● **EXERCISE**: Would you return the records below character for character, without any images?

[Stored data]
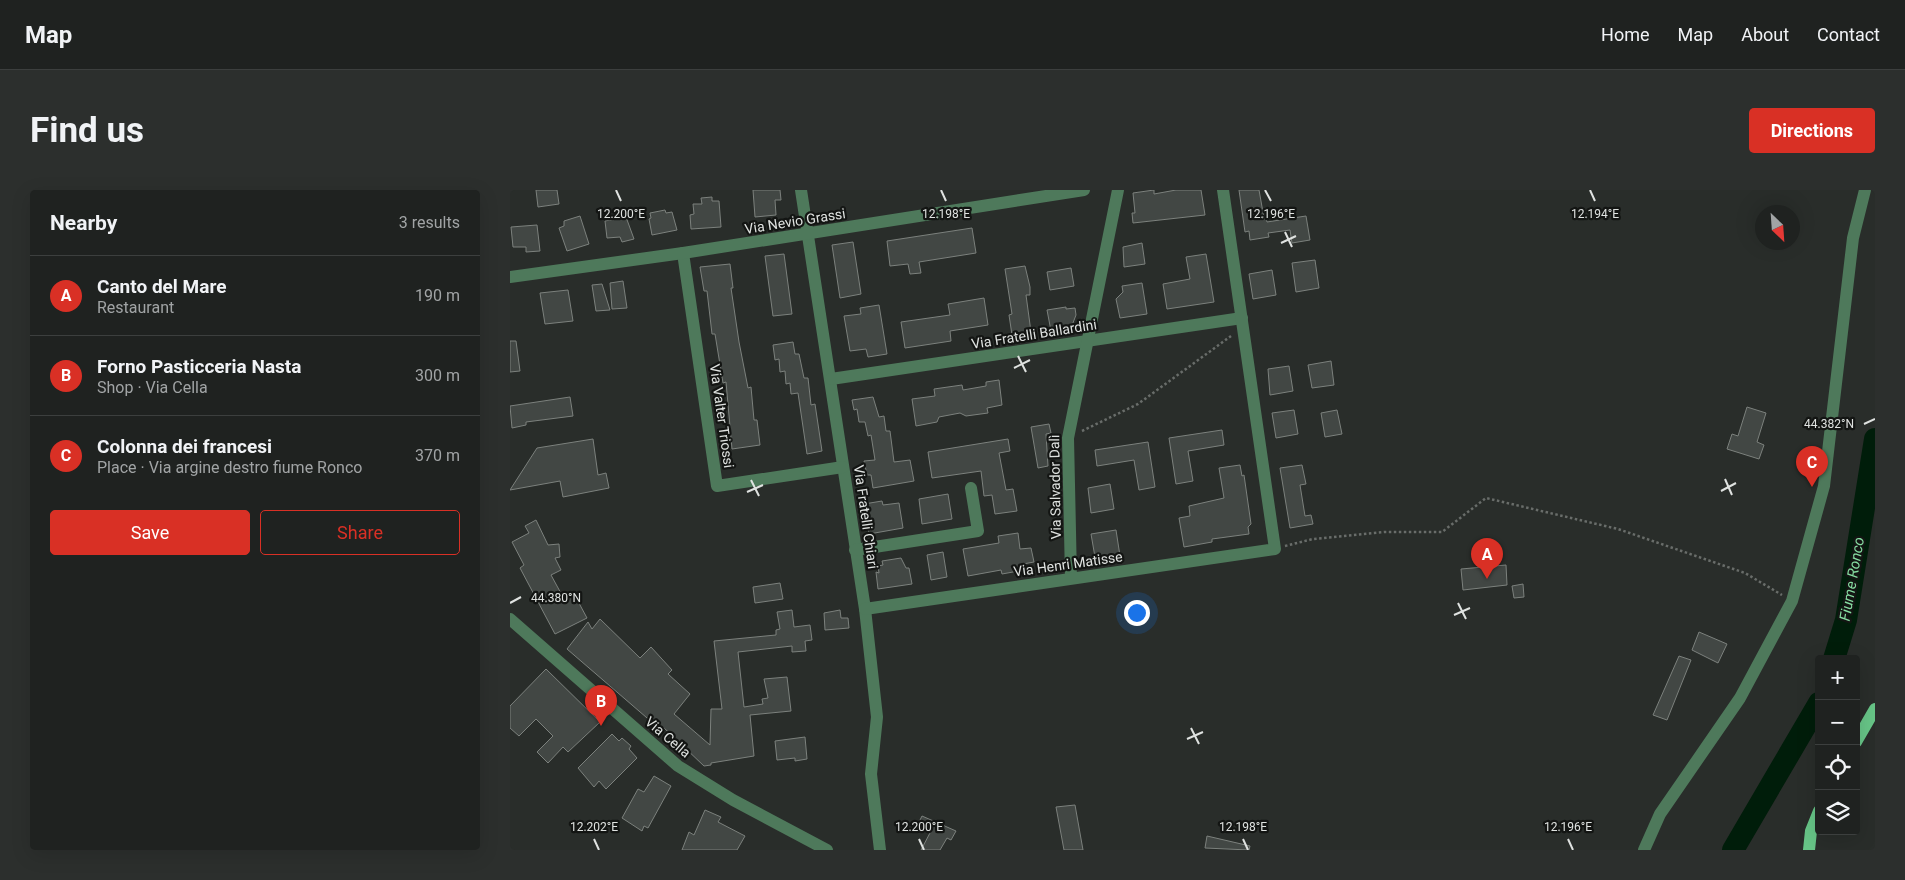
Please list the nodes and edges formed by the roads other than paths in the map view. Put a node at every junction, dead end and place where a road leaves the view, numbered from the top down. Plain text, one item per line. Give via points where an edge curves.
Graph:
1 (801, 190) edge
2 (1084, 190) edge
3 (1118, 190) edge
4 (1223, 190) edge
5 (1865, 190) edge
6 (808, 234) junction
7 (683, 253) junction
8 (510, 277) edge
9 (1243, 322) junction
10 (1086, 341) junction
11 (831, 380) junction
12 (843, 467) junction
13 (971, 488) dead end
14 (855, 550) junction
15 (1071, 578) junction
16 (865, 609) junction
17 (510, 619) edge
18 (1875, 710) edge
19 (1860, 735) edge
20 (1815, 820) edge
21 (826, 850) edge
22 (880, 850) edge
23 (1644, 850) edge
24 (1810, 850) edge

1 - 6 street, Via Fratelli Chiari
2 - 6 street, Via Nevio Grassi
3 - 10 street, Via Salvador Dalì
4 - 9 street
5 - 23 street via 1853,238 1824,486 1792,601 1740,698 1660,814
6 - 7 street, Via Nevio Grassi
6 - 11 street, Via Fratelli Chiari
7 - 8 street, Via Nevio Grassi
7 - 12 street, Via Valter Triossi via 717,486
9 - 10 street, Via Fratelli Ballardini
9 - 15 street, Via Henri Matisse via 1275,549
10 - 11 street, Via Fratelli Ballardini
10 - 15 street, Via Salvador Dalì via 1068,438
11 - 12 street, Via Fratelli Chiari
12 - 14 street, Via Fratelli Chiari
13 - 14 street via 978,531
14 - 16 street, Via Fratelli Chiari
15 - 16 street, Via Henri Matisse
16 - 22 street, Via Fratelli Chiari via 877,717 871,774
17 - 21 street, Via Cella via 678,766
18 - 19 main road
20 - 24 main road

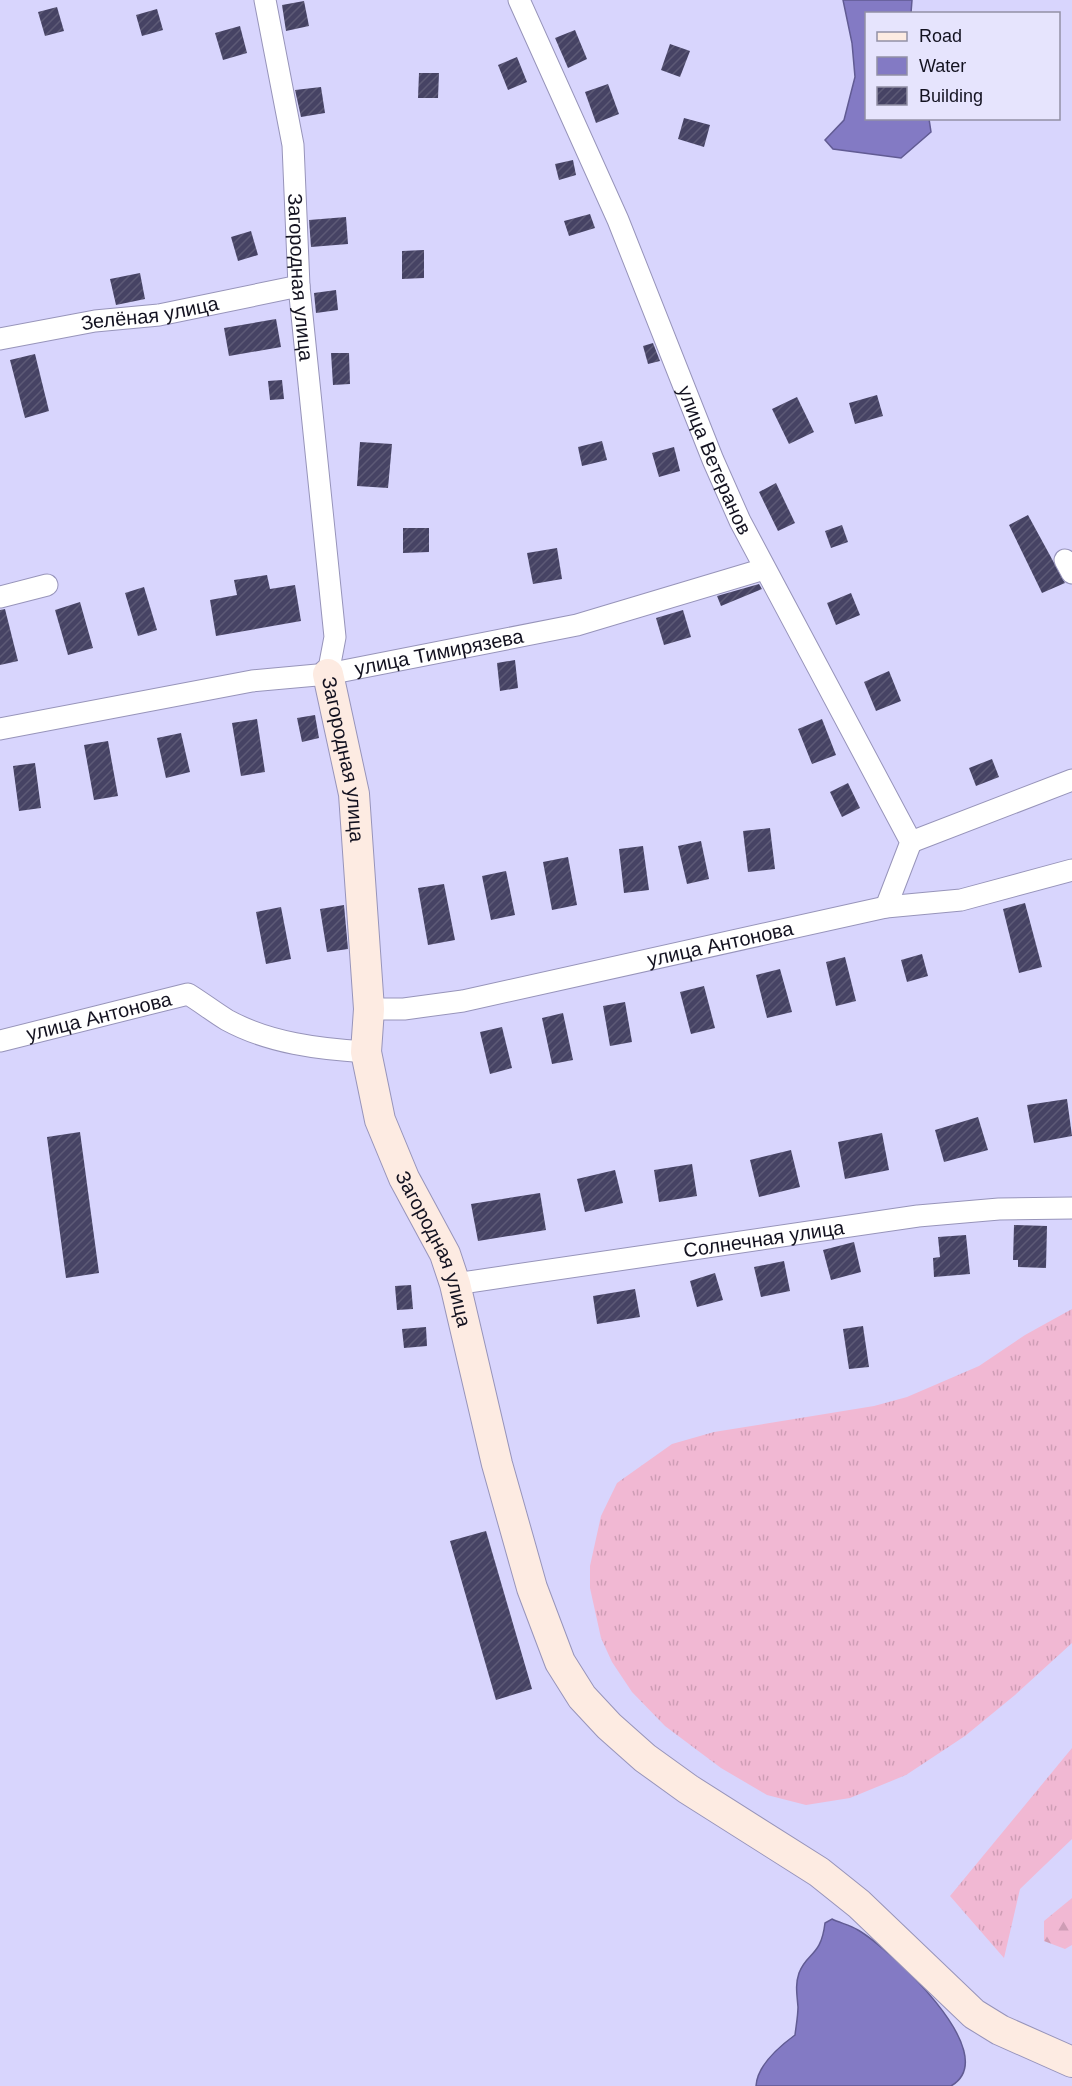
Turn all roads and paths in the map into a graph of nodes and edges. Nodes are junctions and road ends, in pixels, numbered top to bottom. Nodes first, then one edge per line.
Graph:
1 (265, 0) edge
2 (519, 0) edge
3 (298, 286) junction
4 (0, 339) edge
5 (764, 569) junction
6 (47, 585) dead end
7 (0, 597) edge
8 (328, 674) junction
9 (0, 729) edge
10 (1072, 780) edge
11 (911, 843) junction
12 (1072, 870) edge
13 (886, 907) junction
14 (369, 1009) junction
15 (0, 1041) edge
16 (366, 1052) junction
17 (1072, 1208) edge
18 (455, 1284) junction
19 (1072, 2062) edge

1 - 3 street, Загородная улица
2 - 5 street, улица Ветеранов
3 - 4 street, Зелёная улица
3 - 8 street, Загородная улица
5 - 8 street, улица Тимирязева
5 - 11 street, улица Ветеранов
6 - 7 street
8 - 9 street, улица Тимирязева
8 - 14 street, Загородная улица
10 - 11 street
11 - 13 street
12 - 13 street, улица Антонова
13 - 14 street, улица Антонова
14 - 16 street, Загородная улица
15 - 16 street, улица Антонова
16 - 18 street, Загородная улица
17 - 18 street, Солнечная улица
18 - 19 street, Загородная улица

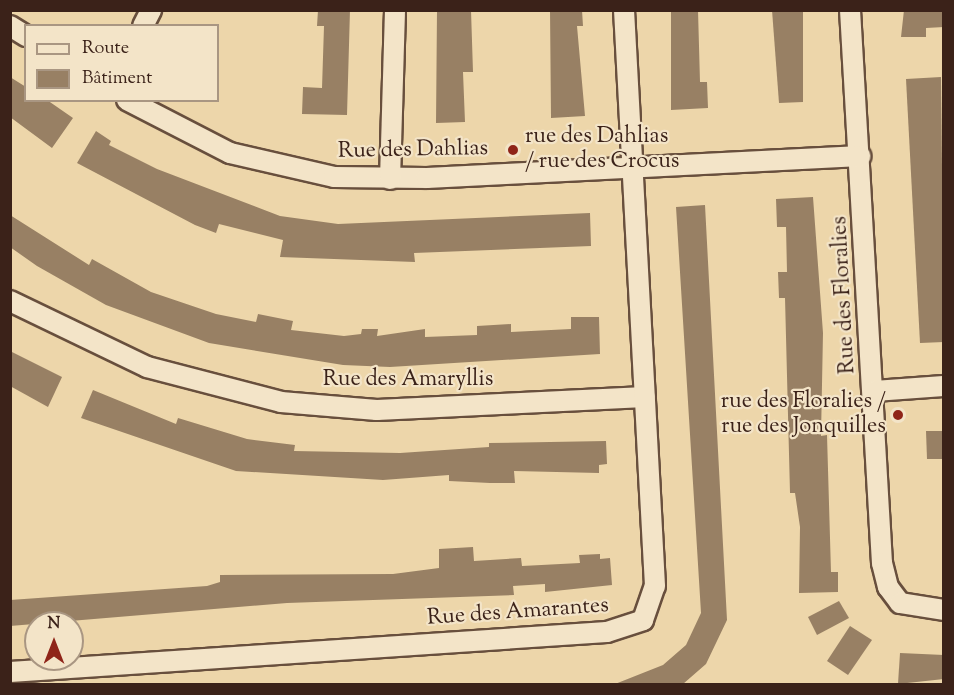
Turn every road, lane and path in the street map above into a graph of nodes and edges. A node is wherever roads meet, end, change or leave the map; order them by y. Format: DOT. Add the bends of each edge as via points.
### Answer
graph roads {
  1 [pos="151,10"];
  2 [pos="395,10"];
  3 [pos="624,10"];
  4 [pos="850,10"];
  5 [pos="144,24"];
  6 [pos="10,26"];
  7 [pos="24,35"];
  8 [pos="130,102"];
  9 [pos="860,156"];
  10 [pos="632,168"];
  11 [pos="390,179"];
  12 [pos="10,302"];
  13 [pos="944,386"];
  14 [pos="874,391"];
  15 [pos="645,397"];
  16 [pos="944,610"];
  17 [pos="10,672"];
  1 -- 5 [label="street"];
  2 -- 11 [label="street"];
  3 -- 10 [label="street, Rue des Amarantes"];
  4 -- 9 [label="street, Rue des Floralies"];
  6 -- 7 [label="street"];
  8 -- 11 [label="street, Rue des Dahlias" via="181,132 266,165 334,177"];
  9 -- 10 [label="street, Rue des Dahlias"];
  9 -- 14 [label="street, Rue des Floralies"];
  10 -- 11 [label="street, Rue des Dahlias"];
  10 -- 15 [label="street, Rue des Amarantes"];
  12 -- 15 [label="street, Rue des Amaryllis" via="147,367 281,402 377,410"];
  13 -- 14 [label="street"];
  14 -- 16 [label="street, Rue des Floralies" via="882,563 892,595 905,606"];
  15 -- 17 [label="street, Rue des Amarantes" via="654,596 643,620 628,628"];
}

● **RESPONSE AREA**:
Please list the nodes and edges formed by the roads other than paths in the map view. Put a node at every junction, dead end and place where a road leaves the view, numbered from the top down. Plain text, one item per line. Give via points where an edge curves.
Graph:
1 (801, 190) edge
2 (1084, 190) edge
3 (1118, 190) edge
4 (1223, 190) edge
5 (1865, 190) edge
6 (808, 234) junction
7 (683, 253) junction
8 (510, 277) edge
9 (1243, 322) junction
10 (1086, 341) junction
11 (831, 380) junction
12 (843, 467) junction
13 (971, 488) dead end
14 (855, 550) junction
15 (1071, 578) junction
16 (865, 609) junction
17 (510, 619) edge
18 (1875, 710) edge
19 (1860, 735) edge
20 (1815, 820) edge
21 (826, 850) edge
22 (880, 850) edge
23 (1644, 850) edge
24 (1810, 850) edge

1 - 6 street, Via Fratelli Chiari
2 - 6 street, Via Nevio Grassi
3 - 10 street, Via Salvador Dalì
4 - 9 street
5 - 23 street via 1853,238 1824,486 1792,601 1740,698 1660,814
6 - 7 street, Via Nevio Grassi
6 - 11 street, Via Fratelli Chiari
7 - 8 street, Via Nevio Grassi
7 - 12 street, Via Valter Triossi via 717,486
9 - 10 street, Via Fratelli Ballardini
9 - 15 street, Via Henri Matisse via 1275,549
10 - 11 street, Via Fratelli Ballardini
10 - 15 street, Via Salvador Dalì via 1068,438
11 - 12 street, Via Fratelli Chiari
12 - 14 street, Via Fratelli Chiari
13 - 14 street via 978,531
14 - 16 street, Via Fratelli Chiari
15 - 16 street, Via Henri Matisse
16 - 22 street, Via Fratelli Chiari via 877,717 871,774
17 - 21 street, Via Cella via 678,766
18 - 19 main road
20 - 24 main road

Turn all roads and paths in the map into a graph of nodes and edges. Nodes are junctions and road ends, in pixels, numbered top to bottom. Nodes first, then one edge per line.
Graph:
1 (265, 0) edge
2 (519, 0) edge
3 (298, 286) junction
4 (0, 339) edge
5 (764, 569) junction
6 (47, 585) dead end
7 (0, 597) edge
8 (328, 674) junction
9 (0, 729) edge
10 (1072, 780) edge
11 (911, 843) junction
12 (1072, 870) edge
13 (886, 907) junction
14 (369, 1009) junction
15 (0, 1041) edge
16 (366, 1052) junction
17 (1072, 1208) edge
18 (455, 1284) junction
19 (1072, 2062) edge

1 - 3 street, Загородная улица
2 - 5 street, улица Ветеранов
3 - 4 street, Зелёная улица
3 - 8 street, Загородная улица
5 - 8 street, улица Тимирязева
5 - 11 street, улица Ветеранов
6 - 7 street
8 - 9 street, улица Тимирязева
8 - 14 street, Загородная улица
10 - 11 street
11 - 13 street
12 - 13 street, улица Антонова
13 - 14 street, улица Антонова
14 - 16 street, Загородная улица
15 - 16 street, улица Антонова
16 - 18 street, Загородная улица
17 - 18 street, Солнечная улица
18 - 19 street, Загородная улица

Turn every road, lane and path in the street map above into a graph of nodes and edges. A node is wherever roads meet, end, change or leave the map; order them by y. Format: DOT. Add the bends of each edge as via points.
### Answer
graph roads {
  1 [pos="151,10"];
  2 [pos="395,10"];
  3 [pos="624,10"];
  4 [pos="850,10"];
  5 [pos="144,24"];
  6 [pos="10,26"];
  7 [pos="24,35"];
  8 [pos="130,102"];
  9 [pos="860,156"];
  10 [pos="632,168"];
  11 [pos="390,179"];
  12 [pos="10,302"];
  13 [pos="944,386"];
  14 [pos="874,391"];
  15 [pos="645,397"];
  16 [pos="944,610"];
  17 [pos="10,672"];
  1 -- 5 [label="street"];
  2 -- 11 [label="street"];
  3 -- 10 [label="street, Rue des Amarantes"];
  4 -- 9 [label="street, Rue des Floralies"];
  6 -- 7 [label="street"];
  8 -- 11 [label="street, Rue des Dahlias" via="181,132 266,165 334,177"];
  9 -- 10 [label="street, Rue des Dahlias"];
  9 -- 14 [label="street, Rue des Floralies"];
  10 -- 11 [label="street, Rue des Dahlias"];
  10 -- 15 [label="street, Rue des Amarantes"];
  12 -- 15 [label="street, Rue des Amaryllis" via="147,367 281,402 377,410"];
  13 -- 14 [label="street"];
  14 -- 16 [label="street, Rue des Floralies" via="882,563 892,595 905,606"];
  15 -- 17 [label="street, Rue des Amarantes" via="654,596 643,620 628,628"];
}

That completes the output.